Platone e l’inganno della politica

Tra le principali correnti filosofiche dell’antica Grecia quella che fa riferimento a Platone è sicuramente una delle più interessanti. Allievo e discepolo di Socrate, che conosciamo attraverso i suoi scritti, con Platone la filosofia fa veramente un balzo in avanti e si propone di conoscere il mondo, in un modo che verrà reso quasi perfetto e durevole da Aristotele. Platone mise al centro l’uomo, liberandolo dalla poesia eroica e calandolo nella quotidianità, pur volendone riformare lo spirito, consegnandolo all’eternità e al tempo. Le sue meditazioni profonde influenzeranno a dismisura generazione di filosofi, fino all’avvento della scienza sperimentale. Nato da nobili origini ad Atene nel 427, ricco di famiglia, poté formarsi negli anni di maggiore espansione della potenza ateniese, interessandosi immediatamente alle problematiche sollevate dalla scuola sofistica e alle discussioni politiche che nascevano in quella cerchia. Come aristocratico aveva accesso ai migliori insegnamenti e tali furono quelli di Socrate, l’uomo che a 20 anni gli cambiò la vita. Esordendo come poeta e lirico trovò in Socrate lo strumento per raffinare il suo pensiero, trovando inadatte le precedenti espressioni artistiche. Voleva arrivare alla giustizia e alla verità attraverso un riordinamento generale delle idee. Era anche un periodo cupo ormai. Atene stava andando incontro a una gigantesca catastrofe politica, che mise fine al regime democratico, piegata da un governo oligarchico che voleva mostrarsi compiacente a Sparta, che aveva richiesto l’abbattimento delle possenti mura.
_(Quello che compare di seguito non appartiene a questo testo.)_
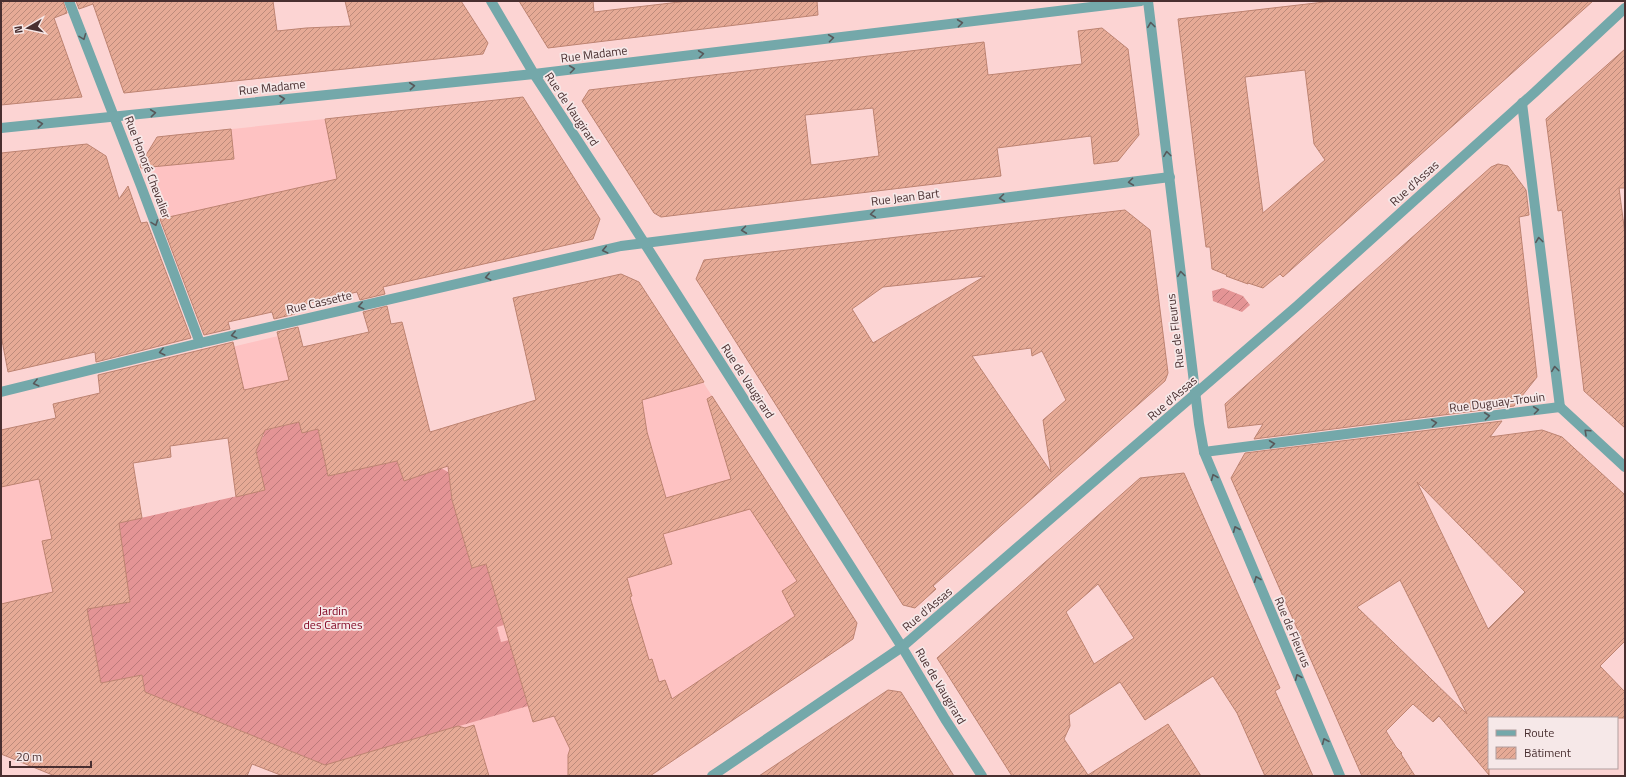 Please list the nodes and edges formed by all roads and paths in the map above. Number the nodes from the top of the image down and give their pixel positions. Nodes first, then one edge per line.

Platone vide così all’opera i suoi simili: gli aristocratici al governo della libera città ateniese, ne ricavò una profonda delusione, accentuata dalla sua sfiducia verso gli altri sistemi: la goccia che fece traboccare il vaso fu la condanna a morte di Socrate, per opera del nuovo governo democratico, che si era instaurato nel 399. La perdita del suo grande maestro fu probabilmente l’avvenimento principale della sua vita, e ne rappresentò una svolta in senso profondo per il suo pensiero. I sistemi di governo cui aveva assistito avevano miseramente fallito, si erano dimostrati o troppi tirannici o troppo assetati di potere e pensava che il popolo avesse bisogno di una nuova guida. La filosofia era la risposta illuminata per quei reggitori di governo che spesso smarrivano la strada, la stessa strada di delusioni che lui aveva intrapreso dedicandosi alla passione politica. Fu la morte del suo compianto amico e maestro a dare il la alla sua attività di scrittore e filosofo, pur vagheggiando una riforma politica, un ideale di riforma nella quale egli potesse assumere un ruolo ben preciso. Cercò materialmente lo stato perfetto, quel mito di Atlantide di cui oggi spesso si abusa, arrivando proprio nell’Italia greca, a Siracusa e nel meridione, per cercare di servire governanti e tiranni come Dione, con un ideale politico ben saldo, a rischio della propria vita. La fondazione dell’Accademia, la scuola di filosofia greca rimasta in piedi per quasi 150 anni fu il suo lascito materiale.